According to Research2Guidance's annual survey, 76 percent of mobile health app publishers see diabetes as the therapeutic area with the highest business potential for mobile health. Currently only 1.2 percent of people with diabetes who own a smartphone or tablet use apps to manage their condition, the latest report found. Research2Guidance is predicting that will increase to 7.8 percent, or 24 million people, in 2018.

Market leader Azumio makes two diabetes-related apps that were included in the study: Glucose Buddy and Blood Sugar Tracker. Last year the company integrated most of its apps into comprehensive fitness tracker app Argus, but omitted Glucose Buddy, which has its own database and servers. 

Sanofi-Aventis, maker of the IBGStar app and a diet management app called GoMeals, took second place in the market with 10.2 percent. Three other companies topped 5 percent. Medivo, which acquired diabetes app OnTrack last fall had 7.9 percent. Distal Thoughts, which makes Diabetes Log, had 6.3 percent and BHI Technologies, which makes Diabetes Buddy, had 5.6 percent. All the other companies R2G looked at, including Telcare, Medisana, and Medtronic, took less than 5 percent each. Overall, 14 companies represented 65 percent of the market.

However, Research2Guidance co-founder Ralf-Gordon Jahns wrote in a blog post that the field is still very close, and anyone could pull ahead with a dedicated app-based strategy.

"The ranking of the top 14 diabetes app publishers are not carved in stone," he wrote. "The overall quality, total download and user numbers are not high enough to prevent new innovators complying with the best practice standards for diabetes app publishing and a good marketing strategy to turn the market upside down."

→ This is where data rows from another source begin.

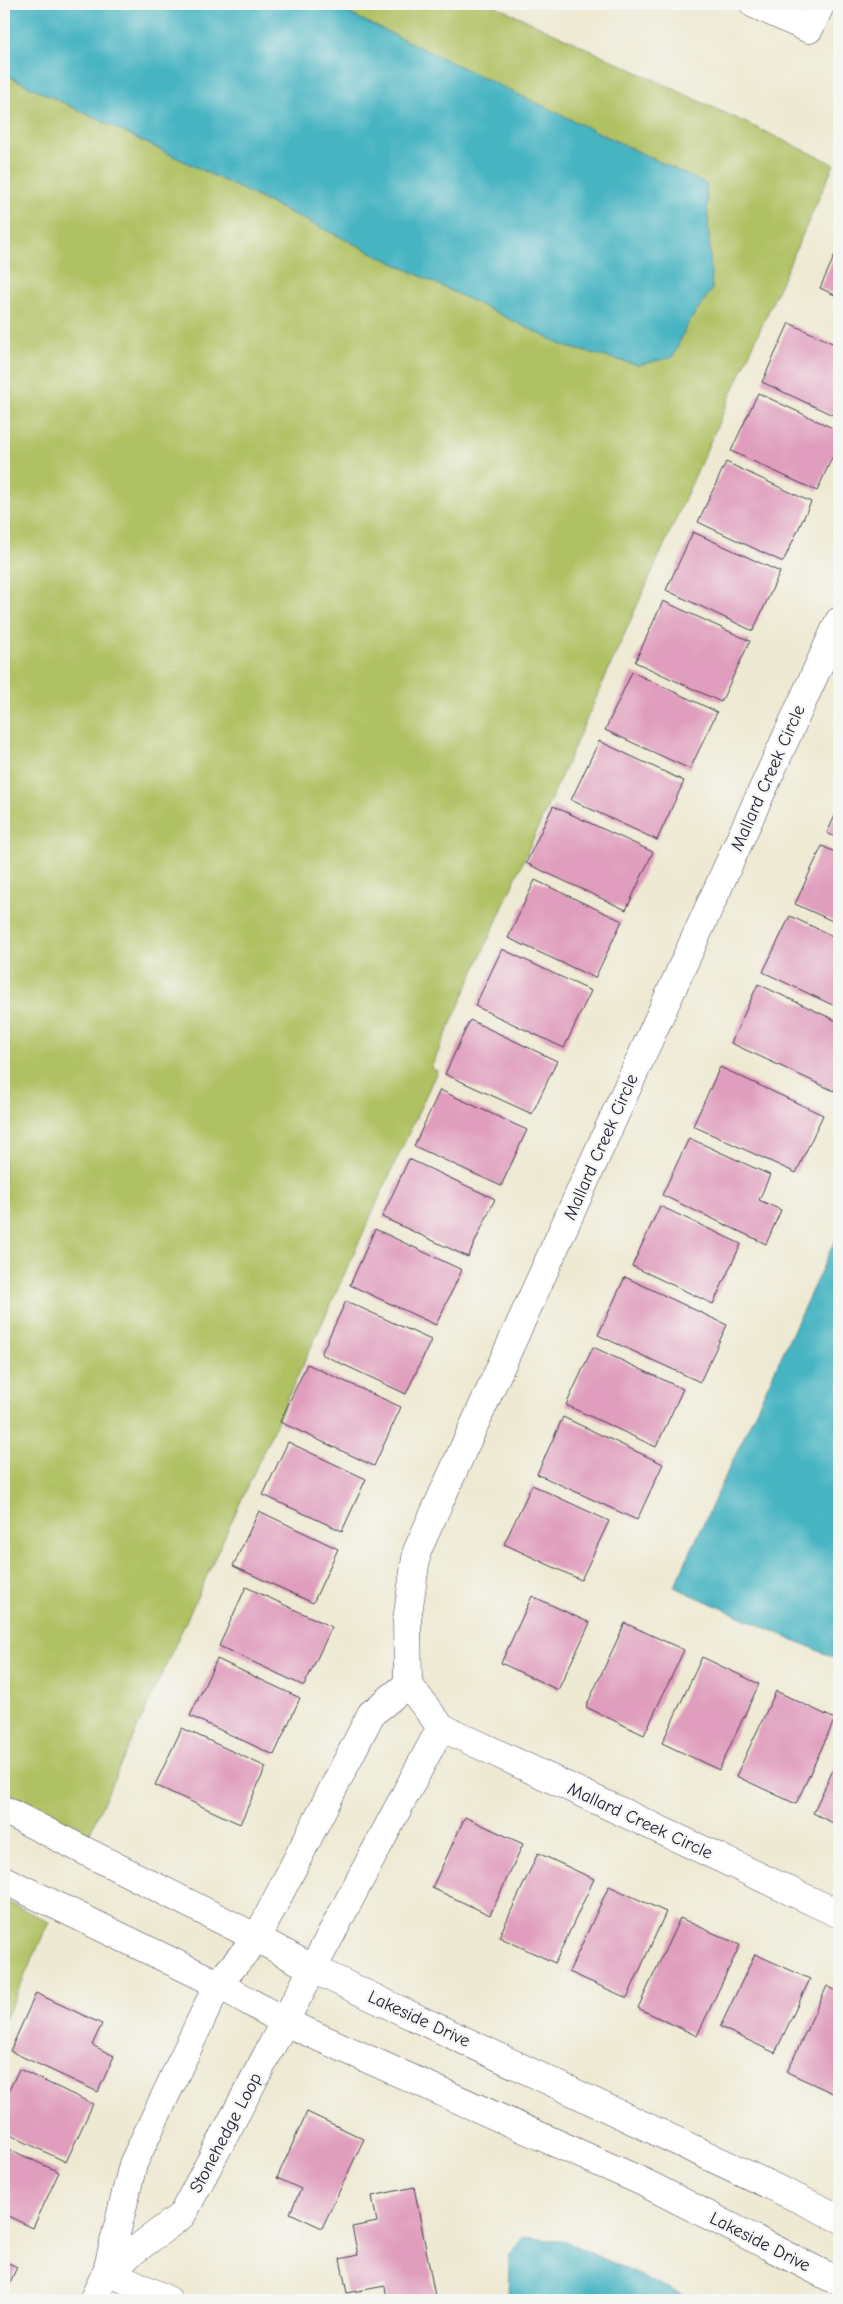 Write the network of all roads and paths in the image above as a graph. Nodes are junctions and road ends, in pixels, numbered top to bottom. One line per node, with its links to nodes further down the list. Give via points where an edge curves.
1 (754, 4): 2 (street, via 809,29)
2 (821, 4)
3 (839, 622): 4 (street, Mallard Creek Circle, via 418,1551 407,1620)
4 (408, 1684): 5 (street, Mallard Creek Circle); 9 (street, via 372,1714)
5 (441, 1727): 8 (street, Mallard Creek Circle); 10 (street)
6 (4, 1810): 9 (street, Lakeside Drive)
7 (4, 1880): 11 (street, Lakeside Drive)
8 (839, 1914)
9 (257, 1938): 10 (street, Lakeside Drive); 11 (street, Stonehedge Loop)
10 (313, 1969): 12 (street, Stonehedge Loop); 13 (street, Lakeside Drive)
11 (218, 1984): 12 (street, Lakeside Drive); 14 (street, Stonehedge Loop, via 133,2164)
12 (285, 2022): 14 (street, Stonehedge Loop, via 182,2215); 15 (street, Lakeside Drive, via 642,2182)
13 (839, 2218)
14 (107, 2271): 16 (street, Stonehedge Loop); 17 (street)
15 (839, 2282)
16 (93, 2300)
17 (168, 2300)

He added that many of the companies dominating the market -- with the exception of Medtronic, Medisana, and Sanofi-Aventis are not big businesses right now, but rather small app makers with a personal vested interest.

"A significant number of diabetes app publishers, not only those in the top 14, developed their solution based on their personal experience with the disease," he wrote. "For most of the top players the initial motivation to publish a diabetes app was to make life easier for themselves, relatives or friends – developing a product only came second."